Exercise prompt:
Find the lines in the records that carry the word "Marginal". Copy each one.

Record extracts:
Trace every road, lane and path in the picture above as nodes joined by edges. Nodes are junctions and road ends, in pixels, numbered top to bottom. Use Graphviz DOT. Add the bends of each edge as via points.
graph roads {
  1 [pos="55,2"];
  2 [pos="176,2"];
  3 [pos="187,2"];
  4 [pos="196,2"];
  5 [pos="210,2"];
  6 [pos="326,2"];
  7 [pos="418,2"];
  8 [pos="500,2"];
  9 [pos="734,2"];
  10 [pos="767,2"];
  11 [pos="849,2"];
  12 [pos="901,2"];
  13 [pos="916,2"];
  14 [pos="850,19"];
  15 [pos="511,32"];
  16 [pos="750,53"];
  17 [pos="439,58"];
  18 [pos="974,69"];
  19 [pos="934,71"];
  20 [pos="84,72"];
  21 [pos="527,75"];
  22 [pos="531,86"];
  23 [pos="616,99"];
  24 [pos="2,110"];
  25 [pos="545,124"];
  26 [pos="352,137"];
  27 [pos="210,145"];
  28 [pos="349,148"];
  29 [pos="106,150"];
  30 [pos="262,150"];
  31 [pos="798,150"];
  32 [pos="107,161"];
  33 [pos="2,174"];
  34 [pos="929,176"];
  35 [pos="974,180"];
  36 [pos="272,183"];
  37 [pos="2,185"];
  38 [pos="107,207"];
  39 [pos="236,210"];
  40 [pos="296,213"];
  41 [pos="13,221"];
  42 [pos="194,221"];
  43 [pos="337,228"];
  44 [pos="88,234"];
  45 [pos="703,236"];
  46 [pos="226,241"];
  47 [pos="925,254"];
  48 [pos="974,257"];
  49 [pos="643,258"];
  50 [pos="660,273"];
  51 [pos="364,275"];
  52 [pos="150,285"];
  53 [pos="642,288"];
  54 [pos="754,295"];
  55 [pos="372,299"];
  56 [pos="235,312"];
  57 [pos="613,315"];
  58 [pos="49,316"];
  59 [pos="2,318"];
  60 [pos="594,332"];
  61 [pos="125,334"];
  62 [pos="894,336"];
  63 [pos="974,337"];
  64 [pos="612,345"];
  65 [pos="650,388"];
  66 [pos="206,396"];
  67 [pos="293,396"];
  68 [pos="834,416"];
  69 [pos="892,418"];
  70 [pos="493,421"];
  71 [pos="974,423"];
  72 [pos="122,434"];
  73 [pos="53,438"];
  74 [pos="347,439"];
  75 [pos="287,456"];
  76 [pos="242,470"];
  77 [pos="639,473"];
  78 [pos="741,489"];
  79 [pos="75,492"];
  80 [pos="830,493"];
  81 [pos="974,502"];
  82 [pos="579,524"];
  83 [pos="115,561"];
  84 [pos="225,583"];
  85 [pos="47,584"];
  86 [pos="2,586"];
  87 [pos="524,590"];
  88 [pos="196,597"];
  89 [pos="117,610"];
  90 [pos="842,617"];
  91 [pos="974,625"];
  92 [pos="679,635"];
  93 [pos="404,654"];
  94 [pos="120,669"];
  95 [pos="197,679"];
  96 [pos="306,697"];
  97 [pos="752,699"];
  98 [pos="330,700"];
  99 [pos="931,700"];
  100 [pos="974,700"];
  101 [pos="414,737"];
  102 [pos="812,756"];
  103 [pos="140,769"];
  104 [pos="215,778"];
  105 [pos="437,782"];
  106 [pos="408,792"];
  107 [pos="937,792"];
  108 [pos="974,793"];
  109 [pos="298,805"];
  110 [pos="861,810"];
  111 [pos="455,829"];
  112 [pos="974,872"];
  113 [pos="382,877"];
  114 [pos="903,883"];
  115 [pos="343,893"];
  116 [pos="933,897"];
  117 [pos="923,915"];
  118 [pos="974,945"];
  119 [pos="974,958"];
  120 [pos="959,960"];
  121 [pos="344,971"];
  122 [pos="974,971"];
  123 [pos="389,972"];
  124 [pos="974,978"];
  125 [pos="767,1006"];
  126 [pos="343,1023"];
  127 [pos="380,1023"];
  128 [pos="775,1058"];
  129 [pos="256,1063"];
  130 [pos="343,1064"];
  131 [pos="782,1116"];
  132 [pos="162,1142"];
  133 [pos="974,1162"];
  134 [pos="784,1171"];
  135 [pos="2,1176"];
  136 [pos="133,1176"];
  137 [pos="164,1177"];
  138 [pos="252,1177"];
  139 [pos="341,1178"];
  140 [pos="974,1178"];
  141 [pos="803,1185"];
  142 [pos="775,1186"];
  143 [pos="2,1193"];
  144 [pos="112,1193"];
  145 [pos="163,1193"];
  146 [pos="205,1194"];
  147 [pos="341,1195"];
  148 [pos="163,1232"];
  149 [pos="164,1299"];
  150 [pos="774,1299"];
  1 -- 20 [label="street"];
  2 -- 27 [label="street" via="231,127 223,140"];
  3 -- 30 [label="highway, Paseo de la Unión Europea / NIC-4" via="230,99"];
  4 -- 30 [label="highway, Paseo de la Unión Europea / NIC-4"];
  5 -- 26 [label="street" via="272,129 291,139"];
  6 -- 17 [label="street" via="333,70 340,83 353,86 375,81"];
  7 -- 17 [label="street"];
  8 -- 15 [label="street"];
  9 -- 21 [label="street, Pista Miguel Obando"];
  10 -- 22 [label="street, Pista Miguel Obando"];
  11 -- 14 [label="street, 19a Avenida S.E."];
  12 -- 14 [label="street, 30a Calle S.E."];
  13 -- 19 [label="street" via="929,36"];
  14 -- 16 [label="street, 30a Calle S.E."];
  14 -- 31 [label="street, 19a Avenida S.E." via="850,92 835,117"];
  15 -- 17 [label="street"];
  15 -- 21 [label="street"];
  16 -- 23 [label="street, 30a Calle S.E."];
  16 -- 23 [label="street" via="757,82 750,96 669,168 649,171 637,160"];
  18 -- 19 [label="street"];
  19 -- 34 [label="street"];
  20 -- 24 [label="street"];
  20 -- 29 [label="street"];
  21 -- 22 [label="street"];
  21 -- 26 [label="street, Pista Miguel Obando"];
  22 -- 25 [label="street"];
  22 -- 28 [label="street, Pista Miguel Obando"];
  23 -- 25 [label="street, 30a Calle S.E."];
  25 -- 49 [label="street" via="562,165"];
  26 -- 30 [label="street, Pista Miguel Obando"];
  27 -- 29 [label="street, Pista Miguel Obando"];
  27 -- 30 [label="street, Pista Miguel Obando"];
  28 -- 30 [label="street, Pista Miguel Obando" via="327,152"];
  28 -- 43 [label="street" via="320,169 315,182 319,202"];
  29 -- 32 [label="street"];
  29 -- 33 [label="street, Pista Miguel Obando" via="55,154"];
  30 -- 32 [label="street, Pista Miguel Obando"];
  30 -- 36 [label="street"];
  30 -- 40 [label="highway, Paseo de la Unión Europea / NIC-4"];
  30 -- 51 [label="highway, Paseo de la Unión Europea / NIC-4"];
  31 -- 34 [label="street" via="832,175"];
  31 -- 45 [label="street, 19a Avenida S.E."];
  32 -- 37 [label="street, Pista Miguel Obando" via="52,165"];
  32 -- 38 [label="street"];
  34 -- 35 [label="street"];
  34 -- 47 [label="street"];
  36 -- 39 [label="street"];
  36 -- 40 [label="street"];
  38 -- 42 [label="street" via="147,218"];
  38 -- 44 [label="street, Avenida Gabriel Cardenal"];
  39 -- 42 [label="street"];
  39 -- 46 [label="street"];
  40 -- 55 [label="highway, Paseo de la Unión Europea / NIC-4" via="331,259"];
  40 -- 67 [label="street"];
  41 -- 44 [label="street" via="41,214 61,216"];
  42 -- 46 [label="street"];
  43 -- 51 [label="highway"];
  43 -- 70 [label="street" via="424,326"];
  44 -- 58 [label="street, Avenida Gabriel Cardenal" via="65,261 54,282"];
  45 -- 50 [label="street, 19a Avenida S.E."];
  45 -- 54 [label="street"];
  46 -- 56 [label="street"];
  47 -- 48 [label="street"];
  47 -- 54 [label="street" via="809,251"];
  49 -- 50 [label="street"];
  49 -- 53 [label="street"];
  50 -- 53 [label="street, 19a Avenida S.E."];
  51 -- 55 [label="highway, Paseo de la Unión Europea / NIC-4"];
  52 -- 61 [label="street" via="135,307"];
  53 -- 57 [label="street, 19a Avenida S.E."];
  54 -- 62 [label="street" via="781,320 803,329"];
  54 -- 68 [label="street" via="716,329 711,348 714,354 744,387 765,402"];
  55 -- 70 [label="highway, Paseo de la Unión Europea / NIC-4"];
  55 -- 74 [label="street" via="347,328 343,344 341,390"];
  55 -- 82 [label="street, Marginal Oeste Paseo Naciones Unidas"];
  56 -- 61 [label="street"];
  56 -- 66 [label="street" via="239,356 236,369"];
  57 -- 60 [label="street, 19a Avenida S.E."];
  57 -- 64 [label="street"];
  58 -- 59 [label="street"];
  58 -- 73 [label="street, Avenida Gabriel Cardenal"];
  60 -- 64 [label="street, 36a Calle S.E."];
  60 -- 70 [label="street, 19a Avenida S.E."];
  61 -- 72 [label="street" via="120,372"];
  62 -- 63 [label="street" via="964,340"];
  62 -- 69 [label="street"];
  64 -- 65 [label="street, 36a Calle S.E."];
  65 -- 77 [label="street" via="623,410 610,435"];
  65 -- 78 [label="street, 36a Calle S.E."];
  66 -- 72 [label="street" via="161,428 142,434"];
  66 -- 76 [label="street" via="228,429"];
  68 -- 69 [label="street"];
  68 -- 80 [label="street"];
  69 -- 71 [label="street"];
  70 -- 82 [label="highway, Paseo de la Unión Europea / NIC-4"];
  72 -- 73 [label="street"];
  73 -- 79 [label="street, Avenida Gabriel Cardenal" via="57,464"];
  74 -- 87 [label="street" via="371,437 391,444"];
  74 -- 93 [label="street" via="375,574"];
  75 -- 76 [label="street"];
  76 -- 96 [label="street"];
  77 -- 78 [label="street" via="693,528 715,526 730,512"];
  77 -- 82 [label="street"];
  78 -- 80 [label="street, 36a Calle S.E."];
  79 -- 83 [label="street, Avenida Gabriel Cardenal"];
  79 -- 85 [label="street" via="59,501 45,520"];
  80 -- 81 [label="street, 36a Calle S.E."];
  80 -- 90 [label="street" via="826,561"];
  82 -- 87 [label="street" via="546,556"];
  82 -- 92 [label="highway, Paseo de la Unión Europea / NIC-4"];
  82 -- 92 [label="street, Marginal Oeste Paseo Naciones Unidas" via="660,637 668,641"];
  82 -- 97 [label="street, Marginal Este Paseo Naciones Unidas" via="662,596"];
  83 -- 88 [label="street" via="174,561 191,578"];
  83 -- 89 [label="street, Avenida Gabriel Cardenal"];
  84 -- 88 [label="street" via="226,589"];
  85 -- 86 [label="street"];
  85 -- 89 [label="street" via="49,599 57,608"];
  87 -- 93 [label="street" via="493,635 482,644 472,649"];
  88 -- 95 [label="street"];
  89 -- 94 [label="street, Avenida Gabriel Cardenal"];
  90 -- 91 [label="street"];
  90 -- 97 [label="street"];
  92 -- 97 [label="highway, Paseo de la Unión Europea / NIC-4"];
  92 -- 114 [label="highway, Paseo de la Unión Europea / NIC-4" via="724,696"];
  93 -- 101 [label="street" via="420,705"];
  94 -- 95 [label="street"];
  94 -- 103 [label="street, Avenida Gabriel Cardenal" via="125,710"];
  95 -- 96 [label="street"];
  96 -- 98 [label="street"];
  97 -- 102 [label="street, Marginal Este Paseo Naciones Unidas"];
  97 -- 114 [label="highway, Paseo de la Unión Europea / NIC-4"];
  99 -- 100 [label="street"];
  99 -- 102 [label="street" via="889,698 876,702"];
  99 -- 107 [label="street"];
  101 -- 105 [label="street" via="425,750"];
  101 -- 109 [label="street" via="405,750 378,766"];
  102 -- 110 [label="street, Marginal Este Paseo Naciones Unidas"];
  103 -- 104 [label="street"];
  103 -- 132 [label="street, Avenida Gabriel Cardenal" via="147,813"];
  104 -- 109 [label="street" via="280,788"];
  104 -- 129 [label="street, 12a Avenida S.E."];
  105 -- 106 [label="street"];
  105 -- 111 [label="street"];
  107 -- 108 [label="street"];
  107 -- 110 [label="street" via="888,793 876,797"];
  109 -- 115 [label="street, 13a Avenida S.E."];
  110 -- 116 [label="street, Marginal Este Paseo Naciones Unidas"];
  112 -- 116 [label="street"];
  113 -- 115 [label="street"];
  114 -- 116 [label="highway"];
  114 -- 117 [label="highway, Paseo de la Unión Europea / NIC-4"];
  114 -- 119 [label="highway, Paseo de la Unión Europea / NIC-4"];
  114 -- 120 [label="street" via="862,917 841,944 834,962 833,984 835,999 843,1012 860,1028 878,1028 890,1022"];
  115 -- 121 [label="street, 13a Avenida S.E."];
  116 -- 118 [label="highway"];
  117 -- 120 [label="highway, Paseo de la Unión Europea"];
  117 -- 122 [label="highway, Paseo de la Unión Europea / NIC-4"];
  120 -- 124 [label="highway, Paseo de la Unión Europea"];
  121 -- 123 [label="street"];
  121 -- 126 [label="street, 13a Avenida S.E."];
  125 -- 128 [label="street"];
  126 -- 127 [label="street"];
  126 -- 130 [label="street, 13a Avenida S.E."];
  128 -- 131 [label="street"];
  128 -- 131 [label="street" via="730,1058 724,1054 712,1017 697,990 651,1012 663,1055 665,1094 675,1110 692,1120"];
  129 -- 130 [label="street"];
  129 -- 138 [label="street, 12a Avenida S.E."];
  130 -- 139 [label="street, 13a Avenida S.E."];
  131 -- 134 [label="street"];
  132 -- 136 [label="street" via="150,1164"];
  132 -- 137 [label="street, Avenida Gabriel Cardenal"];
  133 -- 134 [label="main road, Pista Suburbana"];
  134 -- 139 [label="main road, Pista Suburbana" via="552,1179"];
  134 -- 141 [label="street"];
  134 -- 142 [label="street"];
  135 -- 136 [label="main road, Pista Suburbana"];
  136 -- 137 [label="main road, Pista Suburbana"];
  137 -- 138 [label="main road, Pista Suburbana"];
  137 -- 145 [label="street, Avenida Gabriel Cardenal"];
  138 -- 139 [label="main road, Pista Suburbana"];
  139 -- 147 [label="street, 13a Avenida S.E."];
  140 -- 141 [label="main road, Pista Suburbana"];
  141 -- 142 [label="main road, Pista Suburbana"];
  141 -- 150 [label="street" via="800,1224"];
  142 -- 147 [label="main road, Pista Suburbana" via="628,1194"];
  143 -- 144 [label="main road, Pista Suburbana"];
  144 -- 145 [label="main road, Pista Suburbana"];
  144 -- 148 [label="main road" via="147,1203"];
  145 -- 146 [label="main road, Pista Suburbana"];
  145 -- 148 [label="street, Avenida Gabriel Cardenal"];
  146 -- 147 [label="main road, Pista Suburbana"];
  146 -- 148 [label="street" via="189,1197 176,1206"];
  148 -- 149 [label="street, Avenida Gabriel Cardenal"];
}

Worked solution:
  55 -- 82 [label="street, Marginal Oeste Paseo Naciones Unidas"];
  82 -- 92 [label="street, Marginal Oeste Paseo Naciones Unidas" via="660,637 668,641"];
  82 -- 97 [label="street, Marginal Este Paseo Naciones Unidas" via="662,596"];
  97 -- 102 [label="street, Marginal Este Paseo Naciones Unidas"];
  102 -- 110 [label="street, Marginal Este Paseo Naciones Unidas"];
  110 -- 116 [label="street, Marginal Este Paseo Naciones Unidas"];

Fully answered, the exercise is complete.